(To do) Using the listing beneath this task, count the lines with the word "from" and write only the result.

------ Data for this task

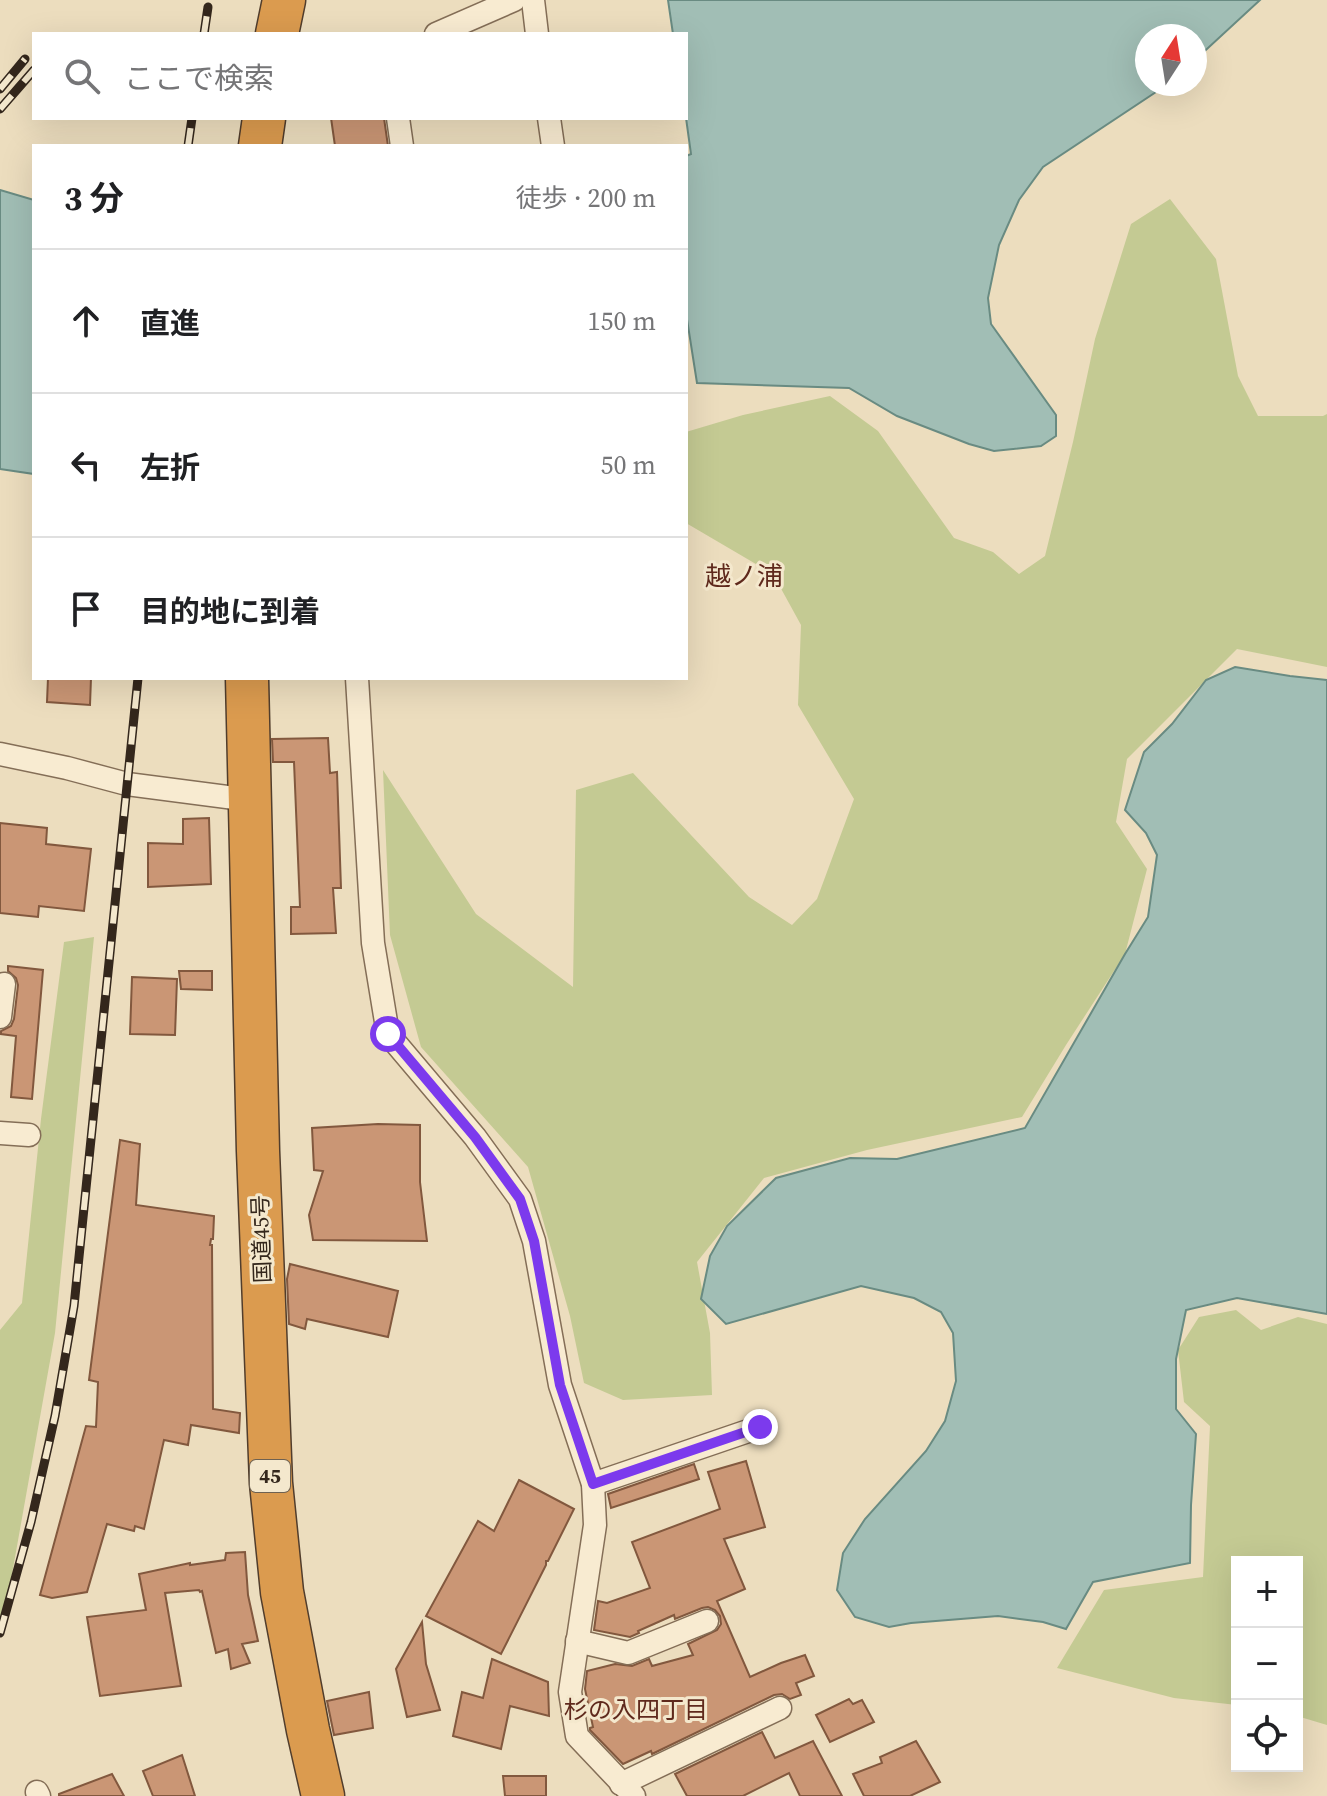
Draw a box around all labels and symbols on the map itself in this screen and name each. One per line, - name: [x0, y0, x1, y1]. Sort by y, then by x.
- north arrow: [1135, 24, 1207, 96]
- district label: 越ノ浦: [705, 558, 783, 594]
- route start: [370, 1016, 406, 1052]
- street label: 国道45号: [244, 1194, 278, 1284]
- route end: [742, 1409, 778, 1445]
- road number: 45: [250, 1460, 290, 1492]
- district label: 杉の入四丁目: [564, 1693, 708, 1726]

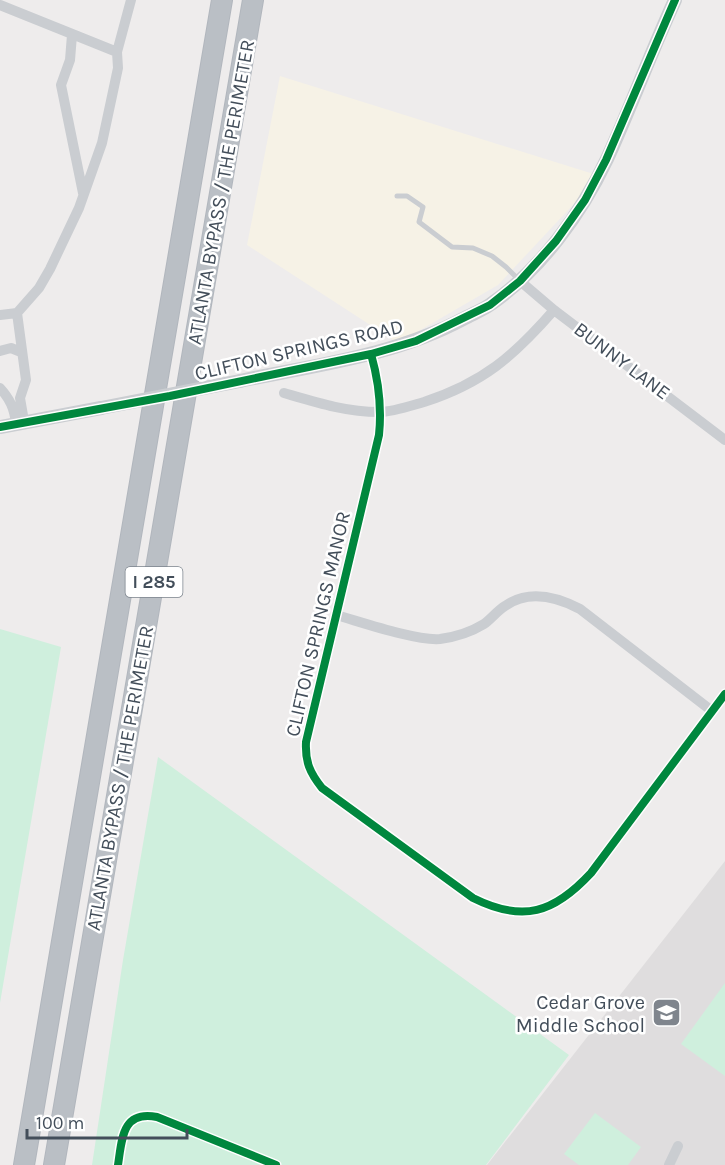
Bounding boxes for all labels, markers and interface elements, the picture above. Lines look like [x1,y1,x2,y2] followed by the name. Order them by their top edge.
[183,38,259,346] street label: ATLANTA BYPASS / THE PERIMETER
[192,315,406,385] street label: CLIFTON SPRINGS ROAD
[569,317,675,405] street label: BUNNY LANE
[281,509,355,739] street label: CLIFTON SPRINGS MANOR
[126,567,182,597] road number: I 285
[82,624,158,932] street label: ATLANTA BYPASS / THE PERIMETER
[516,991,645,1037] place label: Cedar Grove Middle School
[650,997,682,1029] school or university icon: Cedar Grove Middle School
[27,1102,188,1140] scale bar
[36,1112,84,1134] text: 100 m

------------
------ Data for this task

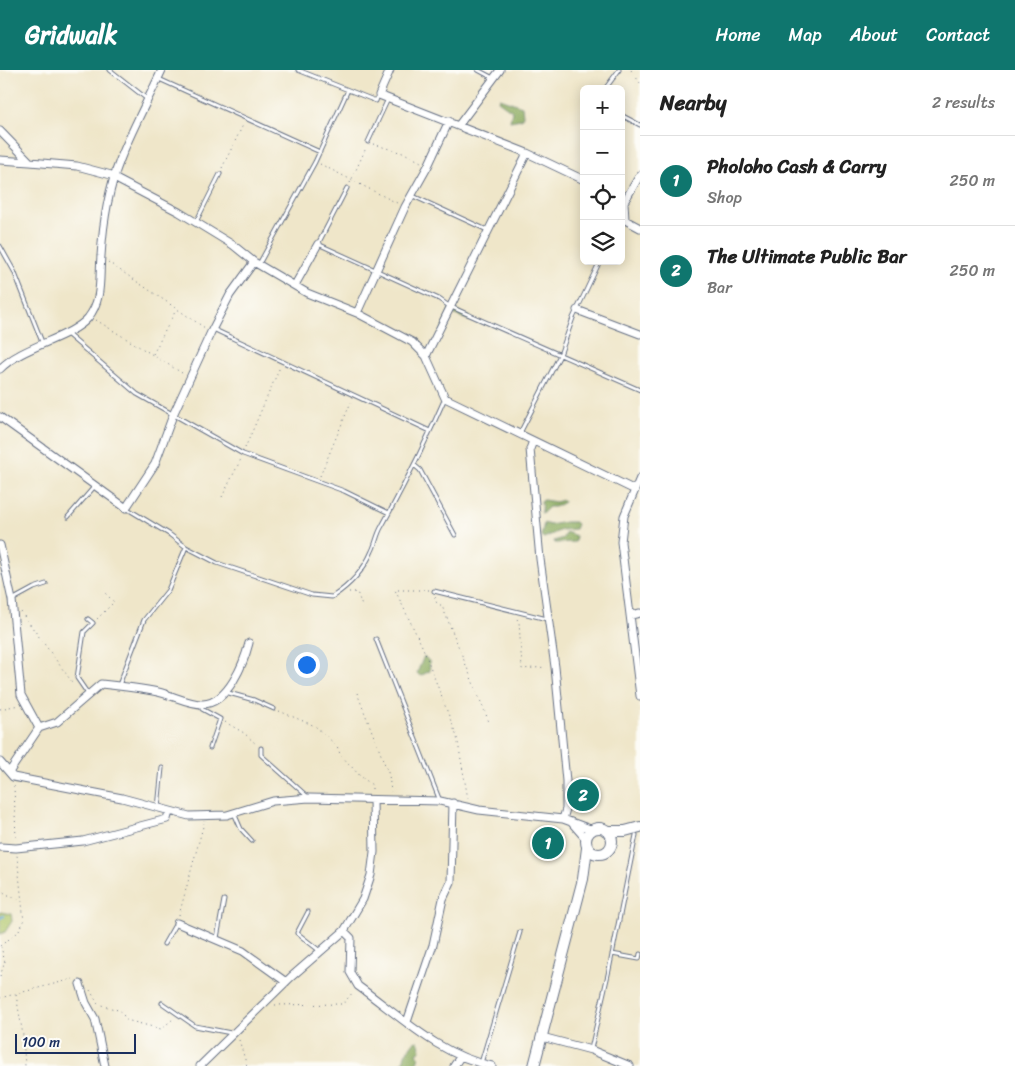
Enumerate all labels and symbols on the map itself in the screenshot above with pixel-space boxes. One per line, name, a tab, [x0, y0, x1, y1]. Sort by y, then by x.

------------
------ Data for this task

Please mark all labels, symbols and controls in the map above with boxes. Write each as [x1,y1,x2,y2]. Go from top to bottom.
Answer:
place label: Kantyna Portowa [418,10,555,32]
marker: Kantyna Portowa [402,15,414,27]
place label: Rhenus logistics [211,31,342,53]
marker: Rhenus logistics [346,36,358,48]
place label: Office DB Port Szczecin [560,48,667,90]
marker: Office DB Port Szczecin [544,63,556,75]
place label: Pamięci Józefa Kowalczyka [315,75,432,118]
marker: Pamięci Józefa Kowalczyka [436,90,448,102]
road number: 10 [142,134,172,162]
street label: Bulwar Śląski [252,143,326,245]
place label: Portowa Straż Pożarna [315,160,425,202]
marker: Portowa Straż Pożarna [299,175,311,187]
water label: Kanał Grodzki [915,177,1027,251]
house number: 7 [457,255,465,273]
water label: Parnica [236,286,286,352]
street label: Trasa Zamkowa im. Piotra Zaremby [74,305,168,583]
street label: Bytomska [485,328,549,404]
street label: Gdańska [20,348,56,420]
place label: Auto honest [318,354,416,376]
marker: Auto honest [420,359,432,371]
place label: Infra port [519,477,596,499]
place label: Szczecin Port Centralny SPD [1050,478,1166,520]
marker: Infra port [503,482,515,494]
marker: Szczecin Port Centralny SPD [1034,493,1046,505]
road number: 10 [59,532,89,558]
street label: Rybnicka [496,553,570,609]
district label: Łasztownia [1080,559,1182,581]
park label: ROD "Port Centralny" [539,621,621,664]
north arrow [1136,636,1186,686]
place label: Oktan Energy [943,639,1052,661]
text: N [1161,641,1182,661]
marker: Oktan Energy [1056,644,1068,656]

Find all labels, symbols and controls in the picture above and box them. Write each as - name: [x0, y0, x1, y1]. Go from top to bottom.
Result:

------------

(Exercise solution) 2